Thomas Project

Thomasproject is a utopian space.

It’s a space where different language speaking artists live together, experimenting with new tools and ways to express the world. We abandoned these tools and expressions, or at least we put them aside; we invented them and may have used them only for the new world projects.

In this office the tools for sailing off are developed and put together. New compasses, astrolabes, maps. Here, the old globes are updated and new routes are marked

Thomasproject is an unnecessary space. But we need it urgently.

Utopia is not a place to be reached anymore, if it ever was. An island in another hemisphere where we could escape from the greyness of our existence. Utopia is among us, it lives inside our existence.

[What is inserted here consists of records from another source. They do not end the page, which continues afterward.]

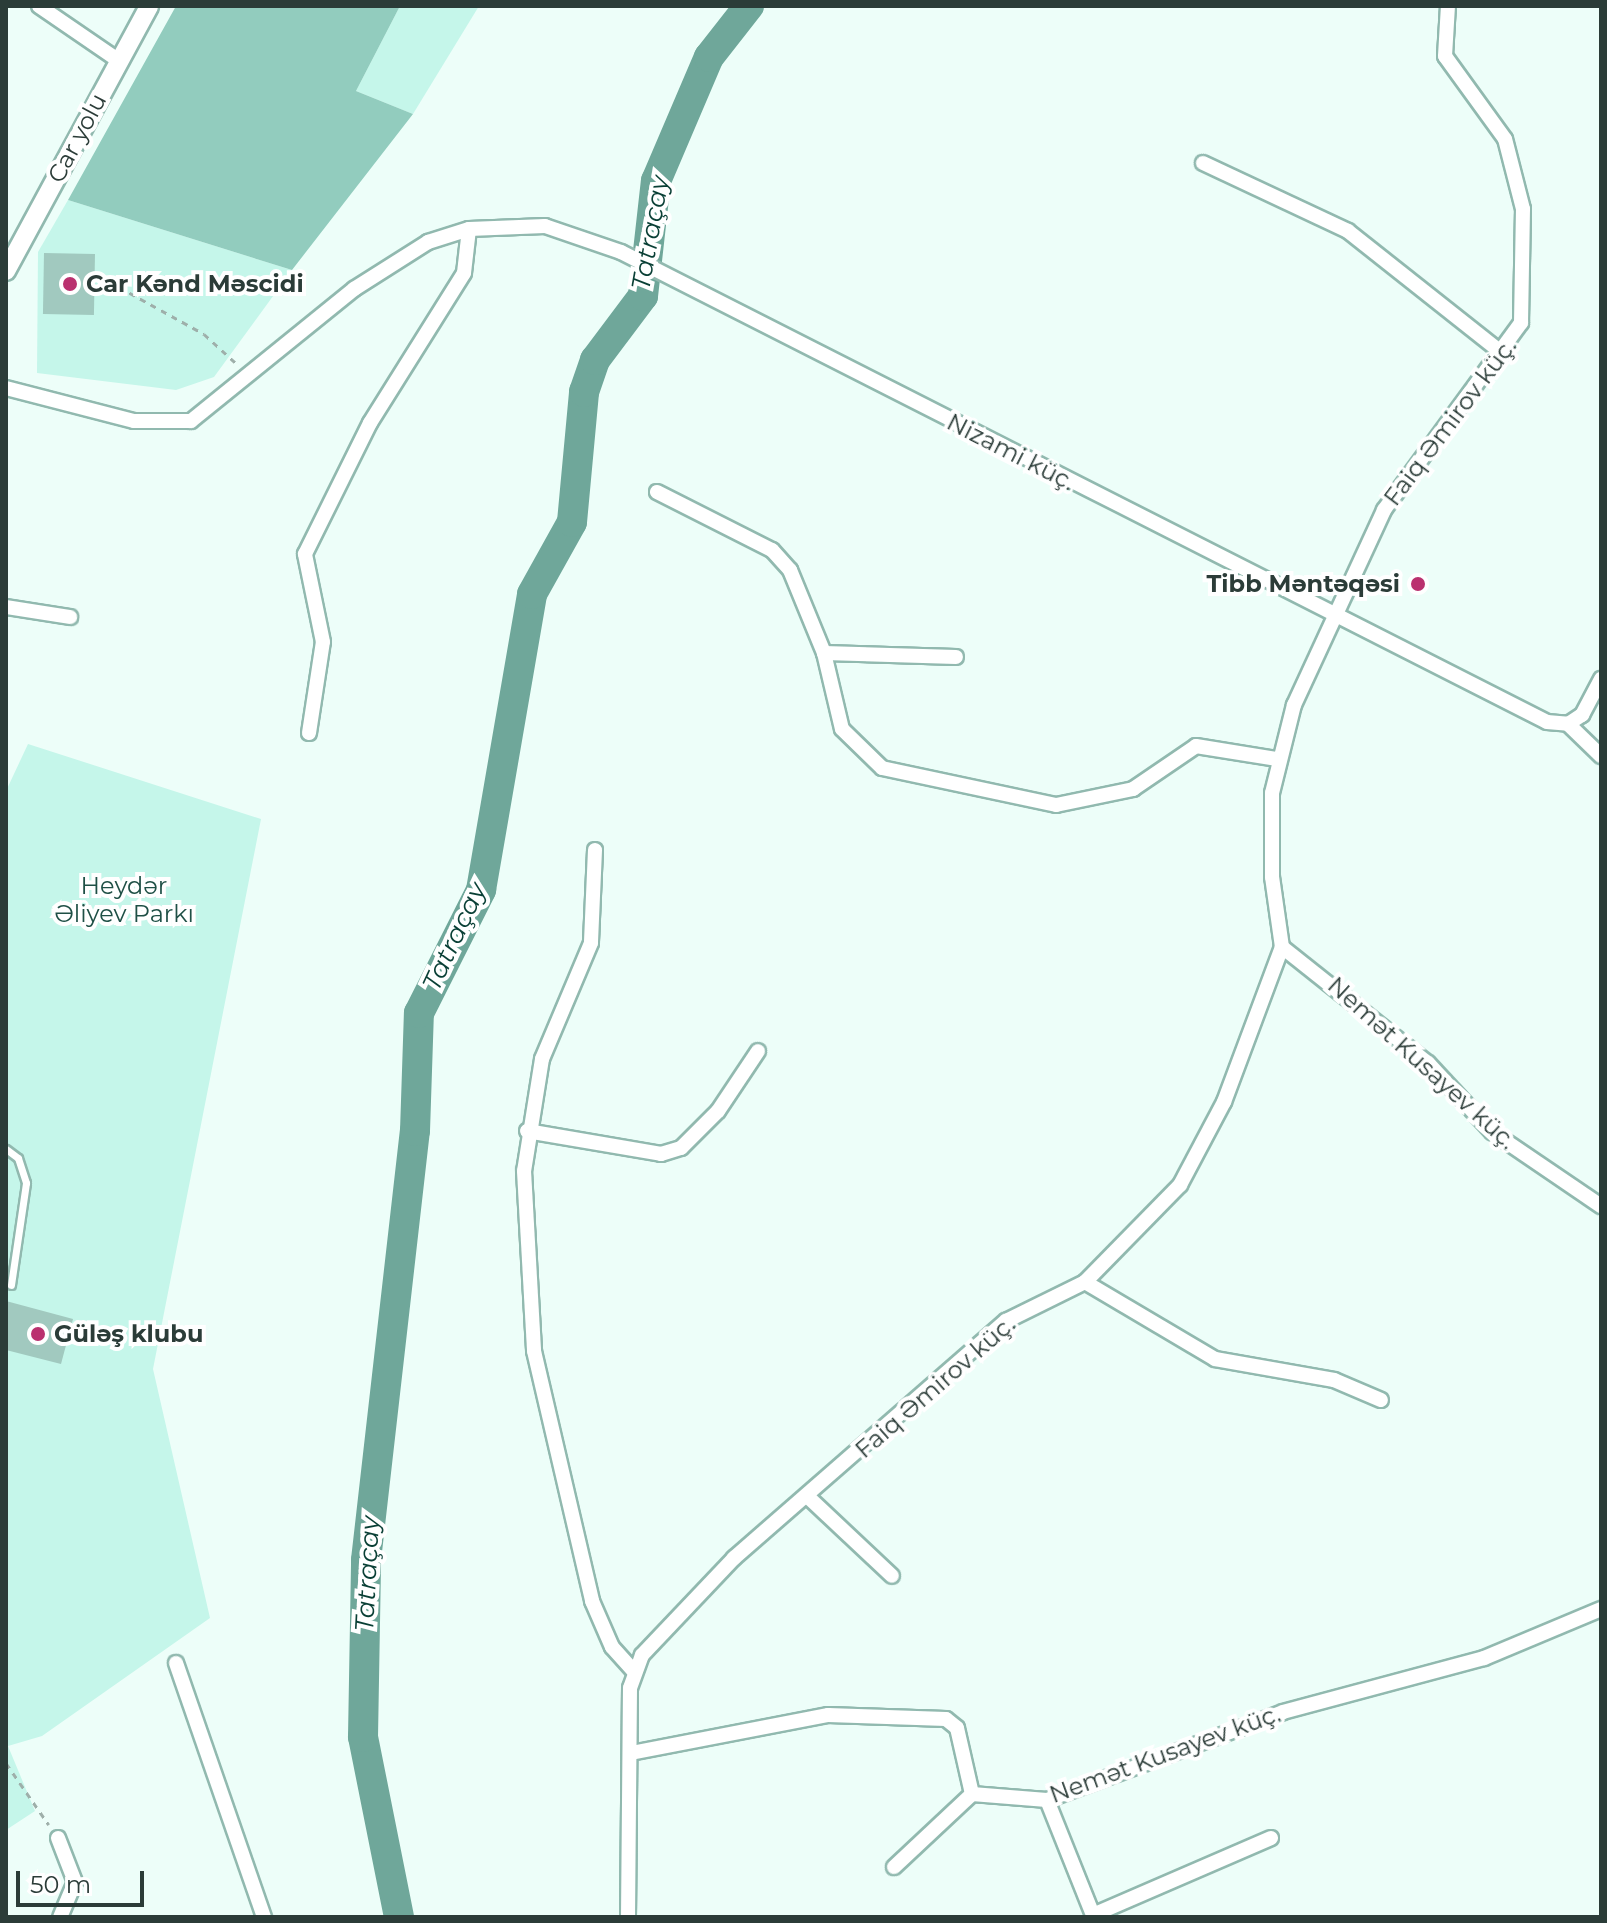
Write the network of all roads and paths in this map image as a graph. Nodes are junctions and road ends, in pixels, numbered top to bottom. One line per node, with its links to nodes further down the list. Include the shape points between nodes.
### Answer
1 (39, 6): 4 (street)
2 (149, 6): 4 (street, Car yolu)
3 (1448, 6): 9 (street, Faiq Əmirov küç., via 1445,56 1505,139 1523,209 1521,323)
4 (118, 60): 7 (street, Car yolu)
5 (1203, 163): 9 (street, via 1348,231)
6 (469, 229): 10 (street, via 394,262); 15 (street, Nizami küç., via 545,226 621,252); 20 (street, via 458,285 370,423 305,554 323,642)
7 (6, 271)
8 (119, 287): 10 (path, via 204,334)
9 (1503, 354): 15 (street, Faiq Əmirov küç., via 1384,510)
10 (251, 377): 11 (street, via 216,408 166,424 90,413)
11 (6, 388)
12 (657, 492): 16 (street, via 772,550 807,600)
13 (6, 607): 14 (street)
14 (70, 617)
15 (1336, 618): 19 (street, Nizami küç., via 1523,711); 22 (street, Faiq Əmirov küç.)
16 (824, 653): 17 (street); 22 (street, via 834,711 866,759 1023,803 1056,805 1126,792 1196,746)
17 (956, 657)
18 (1601, 679): 19 (street)
19 (1568, 724): 21 (street)
20 (309, 733)
21 (1601, 756)
22 (1276, 759): 24 (street, Faiq Əmirov küç., via 1270,843)
23 (595, 850): 26 (street, via 591,943 542,1059)
24 (1282, 947): 28 (street, Nemət Kusayev küç., via 1428,1063 1492,1132); 29 (street, Faiq Əmirov küç., via 1224,1102 1180,1185)
25 (758, 1051): 26 (street, via 718,1111 681,1148 661,1154)
26 (527, 1131): 36 (street, via 534,1351 592,1601 612,1647)
27 (6, 1149): 30 (lane, via 18,1158 26,1183)
28 (1601, 1206)
29 (1085, 1282): 31 (street, via 1215,1359 1334,1380); 32 (street, Faiq Əmirov küç., via 1006,1321)
30 (11, 1285)
31 (1381, 1400)
32 (808, 1497): 33 (street); 36 (street, Faiq Əmirov küç., via 705,1585)
33 (892, 1576)
34 (1601, 1609): 40 (street, Nemət Kusayev küç., via 1484,1658 1283,1712)
35 (176, 1663): 45 (street)
36 (633, 1670): 37 (street)
37 (631, 1753): 39 (street, via 828,1715 946,1719 957,1728); 46 (street)
38 (6, 1763): 41 (path)
39 (972, 1794): 40 (street, Nemət Kusayev küç.); 43 (street)
40 (1047, 1800): 42 (street, via 1093,1915)
41 (58, 1838): 44 (street, via 75,1882)
42 (1271, 1838)
43 (894, 1867)
44 (60, 1917)
45 (264, 1917)
46 (628, 1917)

Concrete things form utopia: our freedom, our bodies, our thoughts.

Most of the time it lives a secret life, one of its own. Separated from exploitation to which our life time is exposed to. It lives in anxiety while trying to resist being forced into the darkness and the dessert by politics reduced to a spectacle.

It’s a submerged island that being emerged.

It has no borders. Because our existences don’t create borders: utopia is a piece of mainland onto which an immigrant wishes to arrive; it’s a lifetime of our desires, it’s delight that survives next to our assumed debts.

Utopia is a smile of Antonello’s unknown sailor . A smile that can radically transform our present. A smile as a response to whoever wants us as servants.

Utopia is another way of thinking about our day.

It’s nostalgia of the lost time, and joy for the time that remains.

It’s restless freedom that makes us even more excited.

It’s certainty that everything is still possible differently than before.

Thomasproject is a space that belongs to everyone.

A communal space that we should expand together.

An architecture we want to traverse: from where you never get out alone.

Thomasproject is a name that we give to a project at least 500 years old.

Since it’s been around, misunderstood and alienating, the name „utopia“: Thomas More, 1516. It’s a project of re-existence and revolt: Thomas Müntzer, 1525.

But it’s a project that carries within times of all the utopias and all the defeated revolutions: of all the breaches in which history opened just to close again immediately.

It’s a project of those who don’t settle for their stories being told by others.

It’s a memory of what has happened, a memory of what is possible.

For us. For the time that is coming.